Daily Archives: December 26, 2018

Truth or Dare (2018)

*. You know, I thought this started well. Not great, but OK.
*. It’s a dead-teenager movie (or dead-college student movie) of a kind that has become popular. Death stalks a gang of young people in the form of a game of musical chairs. The game has rules, which are gradually explained. People have to die in a certain order. Think of the Final Destination movies or It Follows. (These movies are also like supernatural versions of what I’ve described as the Game of Death genre that took off with Saw.)
*. I don’t think Truth or Dare is as good as those movies, it just doesn’t feel nearly as fresh and interesting for starters, but up until the halfway point I was playing along with it.
*. But then things take a nose dive. Most of the challenges that had been faced were kind of interesting (especially the gay kid having to come out to his cop dad), but then Olivia (Lucy Hale) has to sleep with Lucas (Tyler Posey).

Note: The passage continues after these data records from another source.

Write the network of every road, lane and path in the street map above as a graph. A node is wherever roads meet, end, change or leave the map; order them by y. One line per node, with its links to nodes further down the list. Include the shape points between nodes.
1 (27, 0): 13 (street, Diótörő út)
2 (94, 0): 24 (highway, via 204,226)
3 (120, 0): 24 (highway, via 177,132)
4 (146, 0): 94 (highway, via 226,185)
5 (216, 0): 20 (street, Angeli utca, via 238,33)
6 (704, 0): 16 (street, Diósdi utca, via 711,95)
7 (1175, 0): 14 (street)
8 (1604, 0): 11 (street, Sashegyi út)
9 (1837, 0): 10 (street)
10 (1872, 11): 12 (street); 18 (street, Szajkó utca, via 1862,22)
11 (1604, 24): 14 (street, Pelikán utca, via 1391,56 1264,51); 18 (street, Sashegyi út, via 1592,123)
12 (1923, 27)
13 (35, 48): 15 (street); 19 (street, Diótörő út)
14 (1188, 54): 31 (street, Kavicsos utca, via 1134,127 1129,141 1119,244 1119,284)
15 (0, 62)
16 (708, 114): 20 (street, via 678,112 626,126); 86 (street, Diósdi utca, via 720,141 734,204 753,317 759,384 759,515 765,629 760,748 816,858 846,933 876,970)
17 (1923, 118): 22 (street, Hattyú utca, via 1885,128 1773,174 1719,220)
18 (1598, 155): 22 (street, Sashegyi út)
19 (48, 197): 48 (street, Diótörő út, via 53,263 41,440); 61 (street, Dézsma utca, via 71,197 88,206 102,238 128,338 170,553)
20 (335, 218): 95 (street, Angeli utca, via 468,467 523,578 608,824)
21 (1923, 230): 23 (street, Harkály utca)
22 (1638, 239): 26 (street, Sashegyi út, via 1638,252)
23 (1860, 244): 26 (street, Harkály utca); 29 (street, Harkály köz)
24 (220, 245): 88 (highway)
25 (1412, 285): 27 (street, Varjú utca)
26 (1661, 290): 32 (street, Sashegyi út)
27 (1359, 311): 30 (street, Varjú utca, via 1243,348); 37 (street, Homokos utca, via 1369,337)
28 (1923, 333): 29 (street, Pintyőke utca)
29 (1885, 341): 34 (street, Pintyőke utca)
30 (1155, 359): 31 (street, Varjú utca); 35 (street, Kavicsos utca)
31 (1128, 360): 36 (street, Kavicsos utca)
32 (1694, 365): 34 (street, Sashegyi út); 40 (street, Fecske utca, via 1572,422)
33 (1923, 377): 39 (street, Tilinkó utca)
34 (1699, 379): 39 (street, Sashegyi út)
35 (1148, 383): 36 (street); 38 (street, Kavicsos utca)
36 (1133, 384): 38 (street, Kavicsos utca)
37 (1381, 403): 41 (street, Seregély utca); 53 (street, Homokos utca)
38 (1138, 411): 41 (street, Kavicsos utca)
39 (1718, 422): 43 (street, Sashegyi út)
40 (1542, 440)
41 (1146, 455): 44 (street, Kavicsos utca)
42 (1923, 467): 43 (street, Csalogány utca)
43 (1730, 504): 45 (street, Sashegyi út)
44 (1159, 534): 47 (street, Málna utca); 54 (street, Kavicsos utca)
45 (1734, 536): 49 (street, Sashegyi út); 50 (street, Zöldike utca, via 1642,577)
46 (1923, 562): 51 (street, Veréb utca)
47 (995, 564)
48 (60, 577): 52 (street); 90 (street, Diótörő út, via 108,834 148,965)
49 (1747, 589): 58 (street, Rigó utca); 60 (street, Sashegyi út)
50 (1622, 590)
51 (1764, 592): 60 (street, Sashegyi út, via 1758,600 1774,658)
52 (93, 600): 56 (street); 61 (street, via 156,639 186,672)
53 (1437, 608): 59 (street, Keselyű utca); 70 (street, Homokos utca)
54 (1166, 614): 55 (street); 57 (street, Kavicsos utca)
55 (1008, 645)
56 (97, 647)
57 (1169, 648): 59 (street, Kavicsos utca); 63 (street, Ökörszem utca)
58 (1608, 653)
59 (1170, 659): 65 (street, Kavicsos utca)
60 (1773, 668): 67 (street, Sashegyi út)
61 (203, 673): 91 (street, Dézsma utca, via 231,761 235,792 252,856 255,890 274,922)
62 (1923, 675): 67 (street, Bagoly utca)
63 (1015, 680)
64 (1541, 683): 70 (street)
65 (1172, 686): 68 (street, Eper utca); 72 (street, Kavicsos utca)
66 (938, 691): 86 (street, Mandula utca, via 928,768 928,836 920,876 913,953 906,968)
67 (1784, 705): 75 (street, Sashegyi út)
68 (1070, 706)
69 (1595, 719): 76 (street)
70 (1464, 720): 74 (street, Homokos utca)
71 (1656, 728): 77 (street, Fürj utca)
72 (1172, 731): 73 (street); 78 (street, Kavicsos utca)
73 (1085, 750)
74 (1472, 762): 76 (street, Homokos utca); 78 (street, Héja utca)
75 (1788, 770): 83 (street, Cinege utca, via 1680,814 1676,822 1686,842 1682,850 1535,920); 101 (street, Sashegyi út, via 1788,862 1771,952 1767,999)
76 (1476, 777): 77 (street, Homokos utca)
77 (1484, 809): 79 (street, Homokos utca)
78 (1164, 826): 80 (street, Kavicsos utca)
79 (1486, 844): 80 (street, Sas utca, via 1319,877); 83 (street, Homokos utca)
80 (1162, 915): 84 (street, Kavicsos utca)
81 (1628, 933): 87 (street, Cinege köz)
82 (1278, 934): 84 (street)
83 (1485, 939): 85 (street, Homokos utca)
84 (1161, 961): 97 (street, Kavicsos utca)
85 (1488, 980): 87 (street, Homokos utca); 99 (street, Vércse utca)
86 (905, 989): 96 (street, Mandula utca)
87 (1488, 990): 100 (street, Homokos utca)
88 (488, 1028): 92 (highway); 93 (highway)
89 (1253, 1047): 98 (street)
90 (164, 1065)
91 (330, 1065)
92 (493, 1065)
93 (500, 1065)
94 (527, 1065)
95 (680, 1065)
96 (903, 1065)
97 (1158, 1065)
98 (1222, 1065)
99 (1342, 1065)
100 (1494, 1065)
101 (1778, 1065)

*. I get that this is the demon who is running the show here (his name is Calax) just being a shit-disturber. But all this fighting/jealousy/whatever between Olivia and her bestie Markie just struck me as silly and on another, lesser level of importance altogether than the far more pressing problem they’re facing with the game.
*. Since I didn’t give a damn about Olivia and Markie and Lucas this is where I tuned out. My sense is that Jeff Wadlow (the co-writer and director) basically had a concept for the movie and didn’t have the rest of it fleshed out very well when he had to get it into development. The opening scene, for example, was something he came up with “on the spot.” Apparently producer Jason Blum just pitched him the title (because the studio though it highly marketable) and let him make up a story that would go with it.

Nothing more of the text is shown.